U.S. Sen. Tom Udall criticized President Donald Trump Tuesday after the Washington Post revealed that the president disclosed classified information to Russian officials during a meeting in the Oval Office last week. On the Senate floor, Udall said the latest news calls for a “swift” and independent investigation. “The White House and President Trump face another crisis,” Udall said. Udall went on to criticize Trump’s firing of former Deputy Attorney General Sally Yates and FBI Director James Comey. “The only rational explanation is that he has something to hide,” Udall said.
U.S. Sen. Martin Heinrich says a former Donald Trump campaign chairman should testify in front of the Senate Intelligence Committee after reports of the former campaign official’s ties to Russia. Heinrich, a member of the committee, said that Paul Manafort must testify “and give the American people the answers they deserve.”
Heinrich cited an Associated Press report that Manafort “secretly worked for a Russian billionaire to advance the interests of Russian President Vladimir Putin a decade ago and proposed an ambitious political strategy to undermine anti-Russian opposition across former Soviet republics.”

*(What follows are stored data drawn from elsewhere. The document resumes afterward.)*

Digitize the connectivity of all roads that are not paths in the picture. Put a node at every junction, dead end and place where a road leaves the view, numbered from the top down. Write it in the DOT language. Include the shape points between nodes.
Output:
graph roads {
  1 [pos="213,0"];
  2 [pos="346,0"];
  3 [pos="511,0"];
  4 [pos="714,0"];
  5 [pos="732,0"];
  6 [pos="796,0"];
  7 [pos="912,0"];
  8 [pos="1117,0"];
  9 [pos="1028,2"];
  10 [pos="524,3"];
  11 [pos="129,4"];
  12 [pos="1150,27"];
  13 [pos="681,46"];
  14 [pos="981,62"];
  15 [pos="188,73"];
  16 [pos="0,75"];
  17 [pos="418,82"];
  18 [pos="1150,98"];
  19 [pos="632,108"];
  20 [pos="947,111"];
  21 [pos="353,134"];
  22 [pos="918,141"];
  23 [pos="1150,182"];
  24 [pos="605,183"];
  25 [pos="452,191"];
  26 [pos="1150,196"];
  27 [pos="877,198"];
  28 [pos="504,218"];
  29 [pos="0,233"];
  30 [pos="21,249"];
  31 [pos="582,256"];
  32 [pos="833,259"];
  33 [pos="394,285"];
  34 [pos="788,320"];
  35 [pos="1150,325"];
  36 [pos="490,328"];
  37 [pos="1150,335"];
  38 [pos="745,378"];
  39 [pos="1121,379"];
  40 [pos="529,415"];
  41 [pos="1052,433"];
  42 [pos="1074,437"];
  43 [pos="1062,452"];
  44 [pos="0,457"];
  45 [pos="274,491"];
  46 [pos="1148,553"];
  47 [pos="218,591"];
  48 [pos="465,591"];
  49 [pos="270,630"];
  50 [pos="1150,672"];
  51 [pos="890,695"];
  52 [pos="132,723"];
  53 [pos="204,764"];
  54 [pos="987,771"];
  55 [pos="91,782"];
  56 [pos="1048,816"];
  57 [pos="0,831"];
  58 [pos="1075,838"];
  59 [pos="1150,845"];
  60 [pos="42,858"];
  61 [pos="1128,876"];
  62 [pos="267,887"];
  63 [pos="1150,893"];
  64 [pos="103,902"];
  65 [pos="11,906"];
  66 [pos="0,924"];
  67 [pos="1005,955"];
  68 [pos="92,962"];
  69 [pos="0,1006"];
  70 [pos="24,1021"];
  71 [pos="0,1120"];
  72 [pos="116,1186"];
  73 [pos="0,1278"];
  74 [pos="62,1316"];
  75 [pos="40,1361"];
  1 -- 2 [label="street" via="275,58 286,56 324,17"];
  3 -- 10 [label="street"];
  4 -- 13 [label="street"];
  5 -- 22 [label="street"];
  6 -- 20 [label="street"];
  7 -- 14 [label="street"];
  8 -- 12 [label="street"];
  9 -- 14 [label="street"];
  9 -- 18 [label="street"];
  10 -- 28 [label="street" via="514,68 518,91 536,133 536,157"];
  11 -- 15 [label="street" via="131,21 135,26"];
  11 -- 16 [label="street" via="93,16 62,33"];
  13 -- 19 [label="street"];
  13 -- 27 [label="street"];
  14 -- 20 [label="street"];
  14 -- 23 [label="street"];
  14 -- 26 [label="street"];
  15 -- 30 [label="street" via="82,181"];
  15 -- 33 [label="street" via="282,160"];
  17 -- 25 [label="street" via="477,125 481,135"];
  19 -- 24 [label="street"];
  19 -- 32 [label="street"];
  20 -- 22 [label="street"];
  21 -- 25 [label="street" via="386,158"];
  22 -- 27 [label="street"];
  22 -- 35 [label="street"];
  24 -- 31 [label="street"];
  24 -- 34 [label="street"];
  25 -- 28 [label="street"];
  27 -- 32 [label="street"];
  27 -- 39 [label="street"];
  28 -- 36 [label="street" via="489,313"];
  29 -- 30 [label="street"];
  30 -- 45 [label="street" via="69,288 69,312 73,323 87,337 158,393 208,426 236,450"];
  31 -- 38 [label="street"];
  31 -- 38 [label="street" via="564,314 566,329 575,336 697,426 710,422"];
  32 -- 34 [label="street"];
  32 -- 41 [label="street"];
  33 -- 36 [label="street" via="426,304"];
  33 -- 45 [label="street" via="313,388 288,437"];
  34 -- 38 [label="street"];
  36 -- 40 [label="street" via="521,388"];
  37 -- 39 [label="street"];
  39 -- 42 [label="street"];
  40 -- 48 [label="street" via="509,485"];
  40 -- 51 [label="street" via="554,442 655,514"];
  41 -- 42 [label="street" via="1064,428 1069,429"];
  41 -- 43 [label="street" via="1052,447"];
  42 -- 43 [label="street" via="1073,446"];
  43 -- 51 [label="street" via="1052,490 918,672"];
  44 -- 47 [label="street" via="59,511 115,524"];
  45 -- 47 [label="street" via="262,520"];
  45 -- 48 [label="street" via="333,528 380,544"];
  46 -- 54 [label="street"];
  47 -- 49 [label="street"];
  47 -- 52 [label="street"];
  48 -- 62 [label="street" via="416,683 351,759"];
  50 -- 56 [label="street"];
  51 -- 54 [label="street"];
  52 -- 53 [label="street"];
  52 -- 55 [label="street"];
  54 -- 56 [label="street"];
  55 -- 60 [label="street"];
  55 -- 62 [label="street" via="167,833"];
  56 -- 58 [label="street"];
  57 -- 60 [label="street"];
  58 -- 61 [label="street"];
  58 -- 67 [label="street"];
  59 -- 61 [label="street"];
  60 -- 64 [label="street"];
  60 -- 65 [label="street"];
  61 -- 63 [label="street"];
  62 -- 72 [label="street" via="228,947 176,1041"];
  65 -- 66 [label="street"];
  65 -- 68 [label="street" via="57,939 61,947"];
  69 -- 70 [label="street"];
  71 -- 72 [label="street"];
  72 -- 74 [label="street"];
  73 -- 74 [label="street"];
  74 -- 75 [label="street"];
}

Manafort worked for Oleg Deripaska, who is a close ally of Putin, for a reported $10 million a year contract. Heinrich said the work described by the AP was similar to recent Russian hacking actions during the elections in the United States. “I am alarmed by reports that former Trump campaign chairman Paul Manafort created and then sold the Russians what appears to be a game plan to undermine democracy and further the interests of the Russian government – including inside the United States,” Heinrich said. “His reported recommendation to use political campaign tactics, establish front groups, and manipulate the press are strikingly similar to the actual tactics we know the Russians employed to undermine our presidential election.”
The Trump administration has attempted to downplay Manafort’s role, with White House Press Secretary Sean Spicer saying Manafort’s role in the campaign was “for a very limited amount of time.”
As CNN reported, Manafort was Trump’s campaign chairman and chief strategist for the summer of 2016 before the role went to Breitbart News’ Steve Bannon and political strategist Kellyanne Conway.